**What this task involves:**
Line count for the string "paths" in the records below: report that figure and nothing else.

——

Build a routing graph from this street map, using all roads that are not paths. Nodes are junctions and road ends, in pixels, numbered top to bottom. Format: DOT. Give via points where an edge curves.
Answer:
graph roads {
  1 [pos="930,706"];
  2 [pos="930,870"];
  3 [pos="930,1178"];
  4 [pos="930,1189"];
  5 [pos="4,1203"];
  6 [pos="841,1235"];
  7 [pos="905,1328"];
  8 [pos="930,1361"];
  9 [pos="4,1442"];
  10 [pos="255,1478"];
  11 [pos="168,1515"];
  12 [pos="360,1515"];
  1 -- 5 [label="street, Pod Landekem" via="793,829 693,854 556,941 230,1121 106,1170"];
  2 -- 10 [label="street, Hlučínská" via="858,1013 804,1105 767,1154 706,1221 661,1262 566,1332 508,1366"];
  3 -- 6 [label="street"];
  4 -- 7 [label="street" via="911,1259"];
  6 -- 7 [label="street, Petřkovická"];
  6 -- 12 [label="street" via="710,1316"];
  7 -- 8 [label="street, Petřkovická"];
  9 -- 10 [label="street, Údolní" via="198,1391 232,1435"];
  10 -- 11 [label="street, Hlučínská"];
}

——

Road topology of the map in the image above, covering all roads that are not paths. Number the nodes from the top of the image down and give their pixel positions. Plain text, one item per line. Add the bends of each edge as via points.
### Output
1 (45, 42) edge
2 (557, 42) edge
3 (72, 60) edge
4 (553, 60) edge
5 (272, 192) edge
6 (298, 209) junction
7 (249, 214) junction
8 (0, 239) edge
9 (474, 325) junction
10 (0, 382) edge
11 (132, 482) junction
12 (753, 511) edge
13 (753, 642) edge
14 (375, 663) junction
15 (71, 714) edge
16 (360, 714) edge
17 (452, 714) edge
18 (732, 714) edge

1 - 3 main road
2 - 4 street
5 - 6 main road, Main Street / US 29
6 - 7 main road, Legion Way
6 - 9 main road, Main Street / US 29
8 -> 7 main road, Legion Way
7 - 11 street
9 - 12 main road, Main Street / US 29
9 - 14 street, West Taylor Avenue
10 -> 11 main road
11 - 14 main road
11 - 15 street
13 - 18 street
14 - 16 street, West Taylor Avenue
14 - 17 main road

——

**Completed task:**
2